Each line of the listing below that includes "Musiciens" must be copied.
__________________________________________________
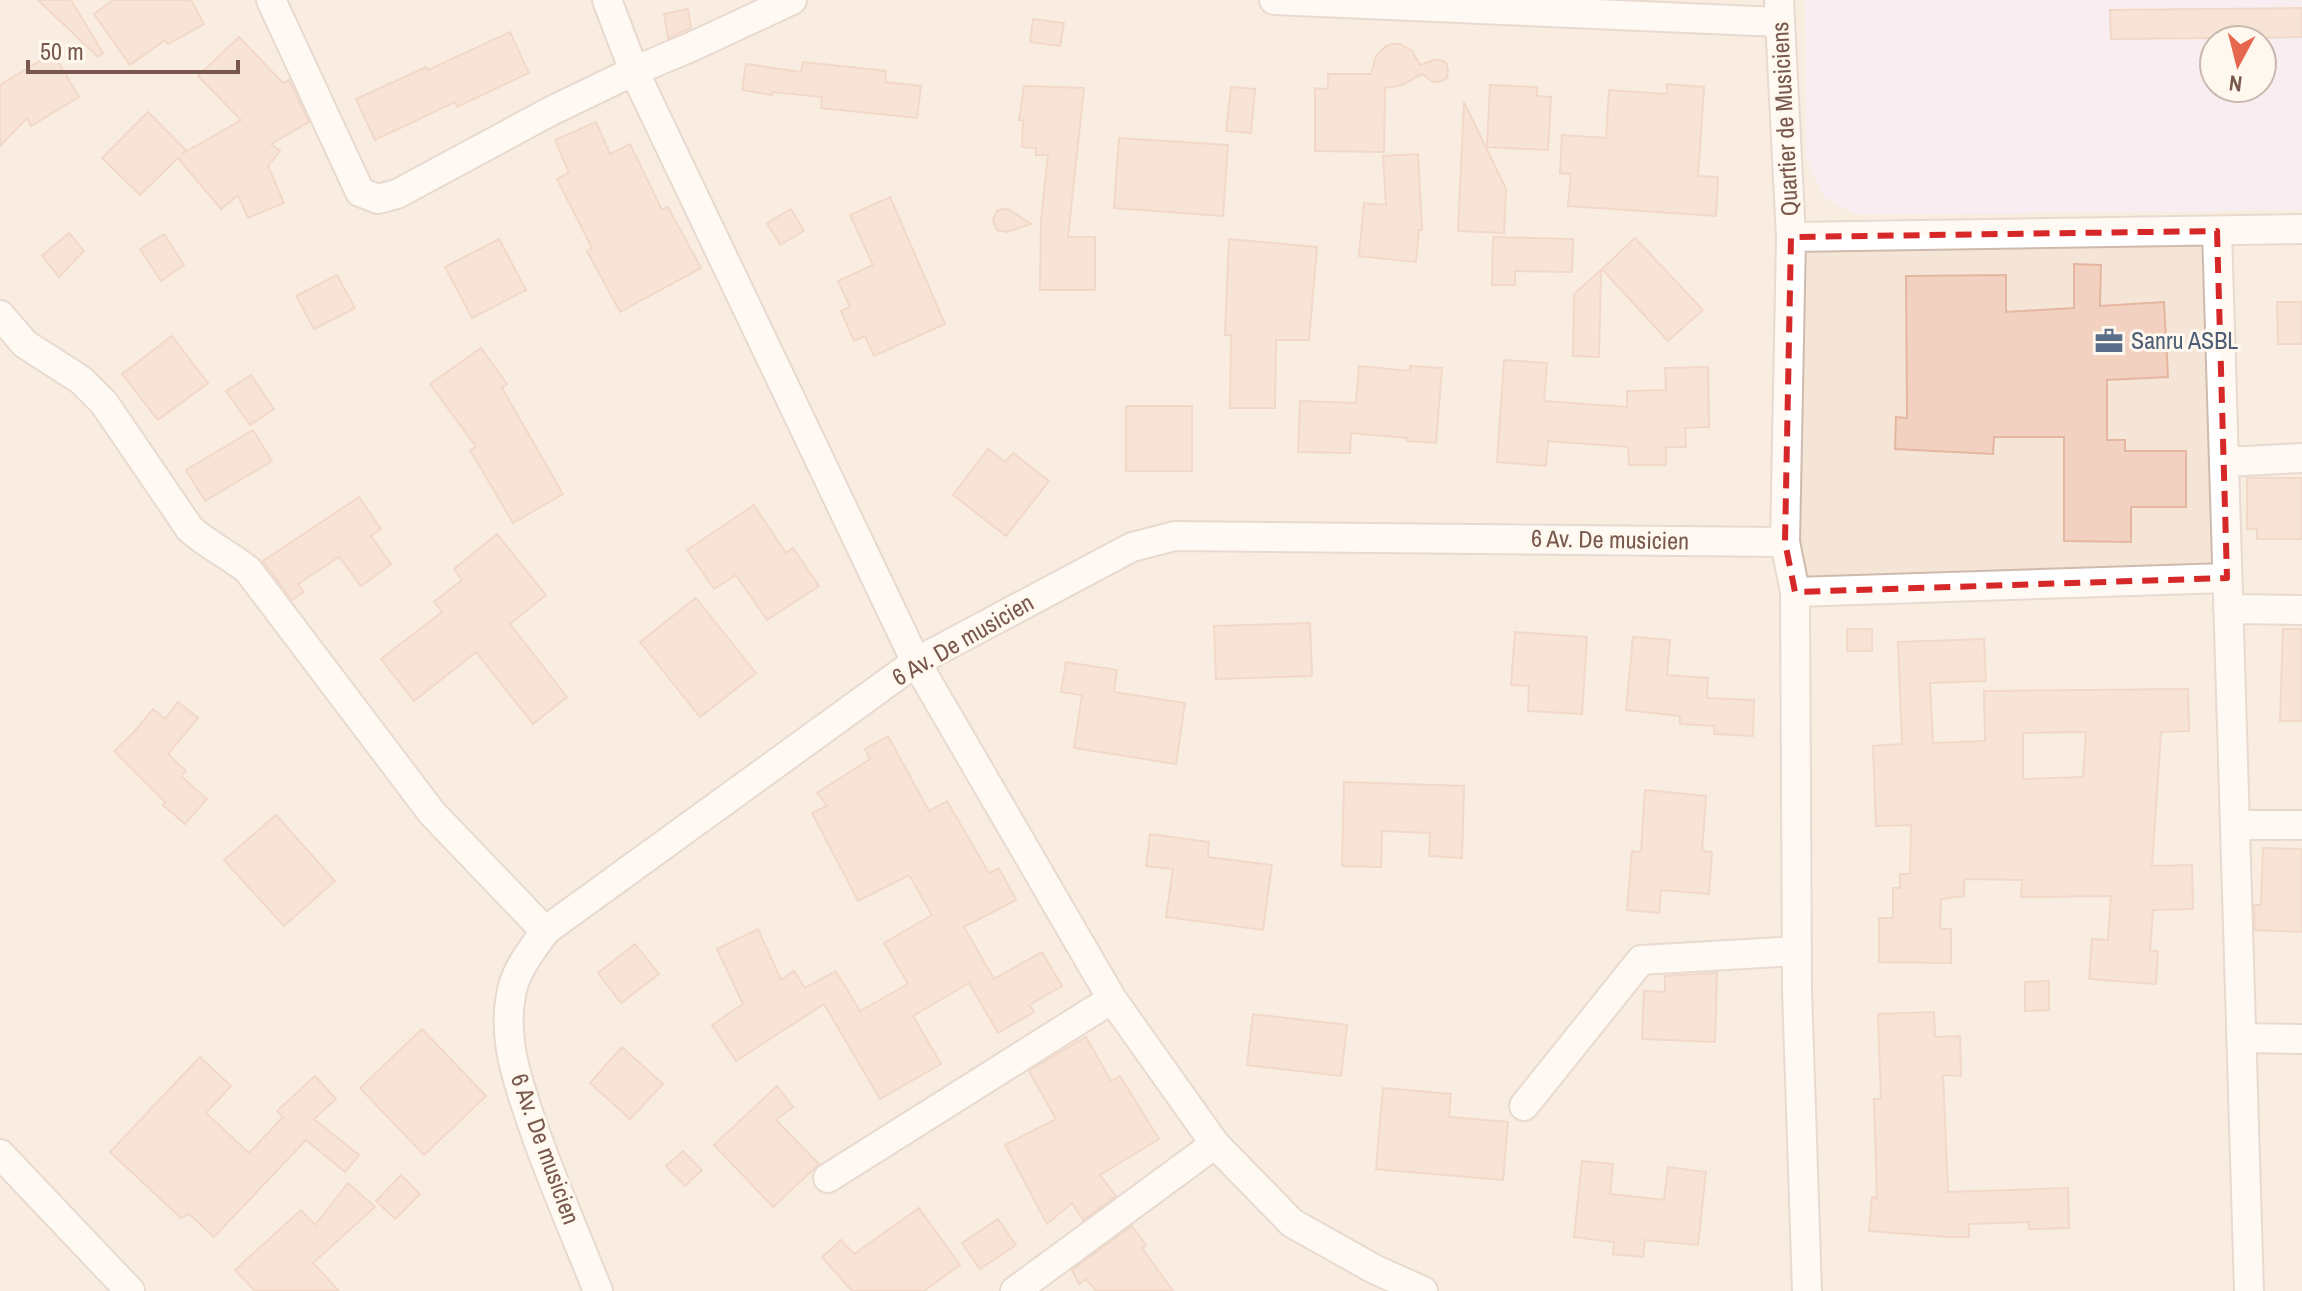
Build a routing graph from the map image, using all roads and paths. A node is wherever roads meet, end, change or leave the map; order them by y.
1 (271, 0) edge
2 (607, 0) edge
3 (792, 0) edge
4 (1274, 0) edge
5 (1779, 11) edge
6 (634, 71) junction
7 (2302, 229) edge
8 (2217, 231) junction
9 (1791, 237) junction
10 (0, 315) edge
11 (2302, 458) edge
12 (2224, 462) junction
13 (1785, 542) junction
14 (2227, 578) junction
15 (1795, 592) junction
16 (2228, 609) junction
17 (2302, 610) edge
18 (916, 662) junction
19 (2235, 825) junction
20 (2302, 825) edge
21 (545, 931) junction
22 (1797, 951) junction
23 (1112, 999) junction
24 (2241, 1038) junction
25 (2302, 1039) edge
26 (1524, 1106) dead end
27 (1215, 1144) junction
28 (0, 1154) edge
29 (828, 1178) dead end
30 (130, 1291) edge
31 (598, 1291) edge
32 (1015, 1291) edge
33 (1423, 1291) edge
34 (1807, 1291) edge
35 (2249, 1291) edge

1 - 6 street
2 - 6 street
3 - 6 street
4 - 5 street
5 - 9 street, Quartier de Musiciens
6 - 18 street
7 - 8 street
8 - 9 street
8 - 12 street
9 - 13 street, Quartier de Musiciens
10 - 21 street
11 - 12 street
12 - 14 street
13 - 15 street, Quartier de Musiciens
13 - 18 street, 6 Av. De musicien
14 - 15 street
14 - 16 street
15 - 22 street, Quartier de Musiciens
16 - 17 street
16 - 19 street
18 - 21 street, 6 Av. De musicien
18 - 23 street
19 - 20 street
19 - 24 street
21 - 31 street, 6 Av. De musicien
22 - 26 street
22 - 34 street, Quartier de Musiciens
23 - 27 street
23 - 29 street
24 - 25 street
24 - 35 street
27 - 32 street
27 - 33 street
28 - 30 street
__________________________________________________
**Response:**
5 - 9 street, Quartier de Musiciens
9 - 13 street, Quartier de Musiciens
13 - 15 street, Quartier de Musiciens
15 - 22 street, Quartier de Musiciens
22 - 34 street, Quartier de Musiciens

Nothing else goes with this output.